**Dataset entries:**
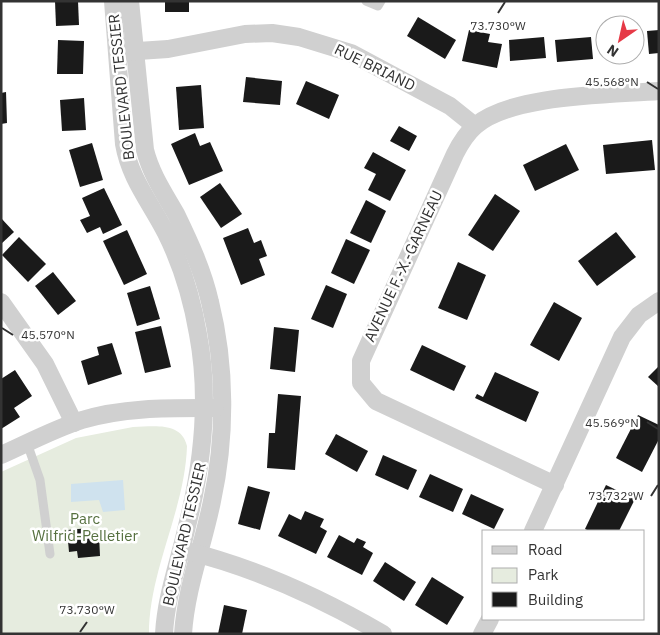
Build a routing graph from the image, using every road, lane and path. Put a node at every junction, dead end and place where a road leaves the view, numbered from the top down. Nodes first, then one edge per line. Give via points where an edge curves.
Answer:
1 (113, 1) edge
2 (130, 1) edge
3 (366, 1) edge
4 (381, 1) edge
5 (126, 52) junction
6 (659, 91) edge
7 (475, 126) junction
8 (659, 301) edge
9 (1, 302) edge
10 (213, 408) junction
11 (74, 423) junction
12 (27, 443) junction
13 (1, 455) edge
14 (555, 485) junction
15 (533, 530) edge
16 (182, 549) junction
17 (50, 554) dead end
18 (199, 554) junction
19 (489, 620) edge
20 (164, 634) edge
21 (183, 634) edge
22 (383, 634) edge
23 (482, 634) edge

1 - 5 street, BOULEVARD TESSIER
2 - 5 street, BOULEVARD TESSIER
3 - 4 lane via 378,6
5 - 7 street, RUE BRIAND via 168,49 245,34 272,33 313,39 364,59 450,106
5 - 10 street, BOULEVARD TESSIER via 147,160 189,241 211,305 220,355
6 - 7 street, AVENUE F.-X.-GARNEAU via 525,104 500,111
7 - 14 street, AVENUE F.-X.-GARNEAU via 455,154 367,344 360,368 362,383 382,405
8 - 14 street via 640,315 622,337
9 - 11 street via 45,364
10 - 11 street via 119,413
10 - 16 street, BOULEVARD TESSIER
10 - 18 street, BOULEVARD TESSIER via 215,485
11 - 12 street
12 - 13 street
12 - 17 lane via 40,480
14 - 15 street
16 - 18 street
16 - 20 street, BOULEVARD TESSIER via 169,593
18 - 21 street, BOULEVARD TESSIER via 186,604
18 - 22 street via 272,577
19 - 23 street

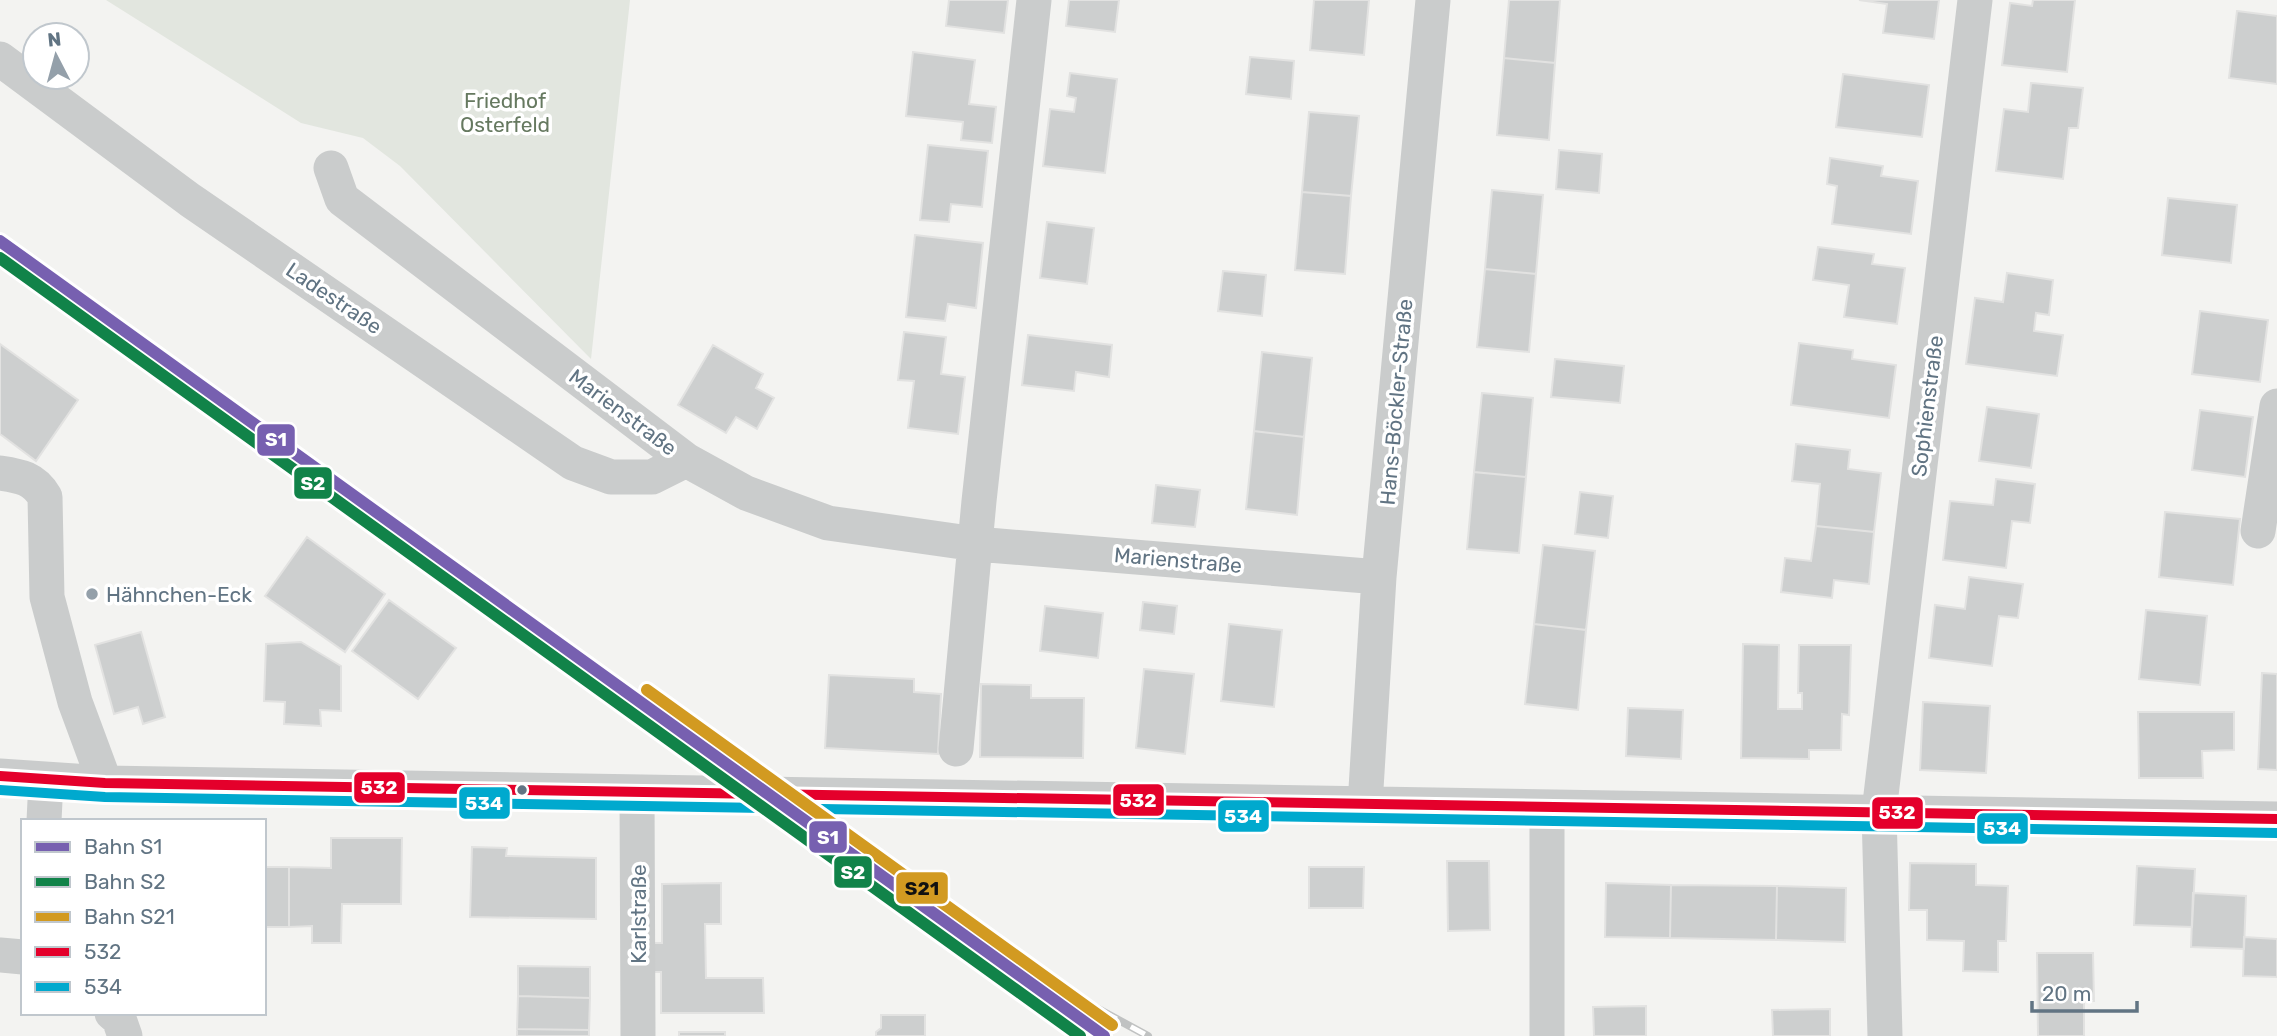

**Work item:** With the pictures set aside, please write out all of the records above exactly.

**Task answer:**
Build a routing graph from the image, using every road, lane and path. Put a node at every junction, dead end and place where a road leaves the view, numbered from the top down. Nodes first, then one edge per line. Give via points where an edge curves.
Answer:
1 (113, 1) edge
2 (130, 1) edge
3 (366, 1) edge
4 (381, 1) edge
5 (126, 52) junction
6 (659, 91) edge
7 (475, 126) junction
8 (659, 301) edge
9 (1, 302) edge
10 (213, 408) junction
11 (74, 423) junction
12 (27, 443) junction
13 (1, 455) edge
14 (555, 485) junction
15 (533, 530) edge
16 (182, 549) junction
17 (50, 554) dead end
18 (199, 554) junction
19 (489, 620) edge
20 (164, 634) edge
21 (183, 634) edge
22 (383, 634) edge
23 (482, 634) edge

1 - 5 street, BOULEVARD TESSIER
2 - 5 street, BOULEVARD TESSIER
3 - 4 lane via 378,6
5 - 7 street, RUE BRIAND via 168,49 245,34 272,33 313,39 364,59 450,106
5 - 10 street, BOULEVARD TESSIER via 147,160 189,241 211,305 220,355
6 - 7 street, AVENUE F.-X.-GARNEAU via 525,104 500,111
7 - 14 street, AVENUE F.-X.-GARNEAU via 455,154 367,344 360,368 362,383 382,405
8 - 14 street via 640,315 622,337
9 - 11 street via 45,364
10 - 11 street via 119,413
10 - 16 street, BOULEVARD TESSIER
10 - 18 street, BOULEVARD TESSIER via 215,485
11 - 12 street
12 - 13 street
12 - 17 lane via 40,480
14 - 15 street
16 - 18 street
16 - 20 street, BOULEVARD TESSIER via 169,593
18 - 21 street, BOULEVARD TESSIER via 186,604
18 - 22 street via 272,577
19 - 23 street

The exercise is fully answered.